Lipid flux during autophagosome membrane biogenesis
Project Number5R01GM135290-03
Contact PI/Project LeaderMELIA, THOMAS JAMES
Awardee OrganizationYALE UNIVERSITY
Description
Abstract Text
Summary
Macro-autophagy is the intracellular stress-response pathway by which the cell packages portions of the cytosol
for delivery into the lysosome. This packaging is carried out by the de novo formation of a new organelle called
the autophagosome that grows and encapsulates cytosolic material for eventual lysosomal degradation. How
autophagosomes form, including especially from where the autophagosomes extract lipid in order to expand
their membranes, has been a core problem in the field for over 50 years. Two competing models have emerged
and suggest that either the autophagosome simply grows out of a pre-existing compartment (like the ER) or the
autophagosome forms from the continued fusion of individual vesicles recruited from many different sites in the
cell. Furthermore, lipid biogenesis pathways are intimately associated with autophagy, suggesting that one or
more organelles involved in the production of lipids might also be tightly associated to the growth of the
autophagosome. Temporal studies established over a decade ago that the autophagy protein ATG2, is needed
during membrane expansion, but how ATG2 facilitates membrane growth has remained elusive.

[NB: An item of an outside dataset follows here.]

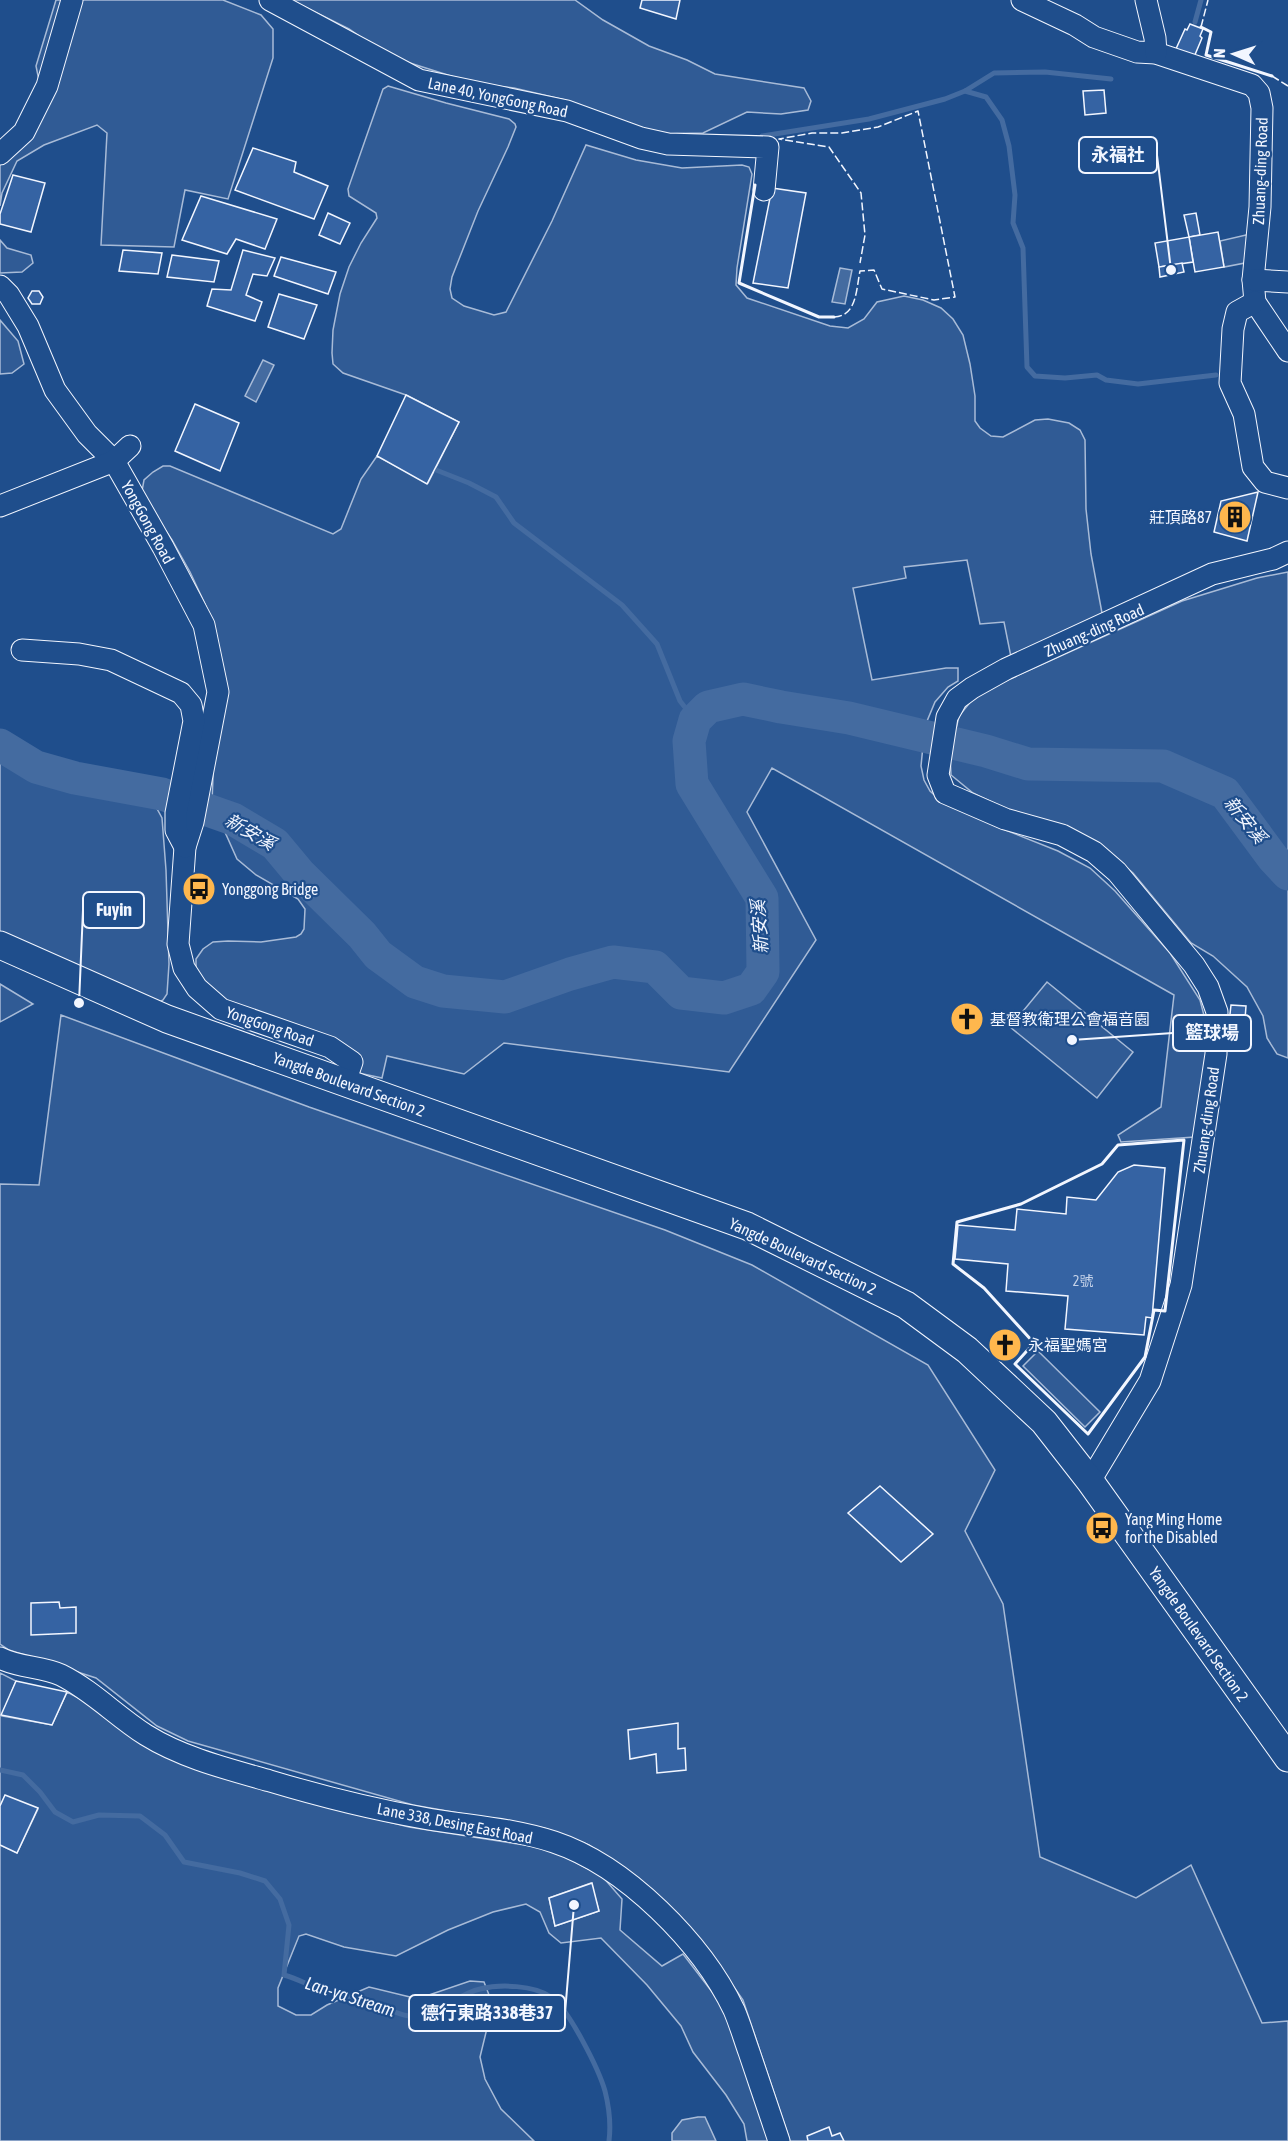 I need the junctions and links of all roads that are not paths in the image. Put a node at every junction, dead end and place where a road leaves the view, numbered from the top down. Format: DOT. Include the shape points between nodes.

Our preliminary results now demonstrate that ATG2 is a member of a novel lipid-transport family of proteins and
suggest a third model for membrane expansion; the bulk delivery of lipid from organelles through protein-
mediated contact sites. Indeed, ATG2 binds up to 20 lipids at once, an order of magnitude more than virtually
any other lipid transport protein, and thus has the capacity to move a lot of lipid during biogenesis. We show
that in cells, ATG2 accumulates at an interface between autophagosomes and the ER, strongly suggesting this
organelle-organelle contact site might be the location of lipid transfer. In addition, we have developed gene-
edited knockouts of each of the ATG2 proteins in humans and discovered that in the absence of ATG2, not only
do autophagosomes not expand, but hundreds of vesicles collect at the site of autophagosome biogenesis. This
surprising observation suggests that vesicle-mediated delivery of membrane might also be essential and that
the fusion of these vesicles is specifically disrupted when ATG2-mediated lipid transport is absent.
With this proposal, we expect to describe how ATG2 works with proteins on both the autophagosome and the
ER to drive lipid flow. Likely, this will involve proteins needed to stabilize organelle-organelle contact sites and
may also involve proteins sensing or regulating lipid production in the ER. We will then establish how this lipid
flow is related to the recruitment and utilization of trafficking vesicles to describe to support autophagosome
growth.
Public Health Relevance Statement
Narrative
Large toxic particles that accumulate in the cytoplasm of mammalian cells such as viruses or protein aggregates
drive disease ranging from infection to neurodegeneration to cancer. To respond to these insults, cells begin
producing tens to hundreds of new organelles called autophagosomes, that encapsulate each cytoplasmic
challenge and deliver them to lysosomes for destruction. From where the cell martials the lipids needed to grow
these organelles and what machinery supports this rapid biogenesis is not known, but recent experiments in our
lab now illustrate how a long-standing autophagy protein functions to directly move lipids from bulk sources in
the cell to the expanding autophagosome.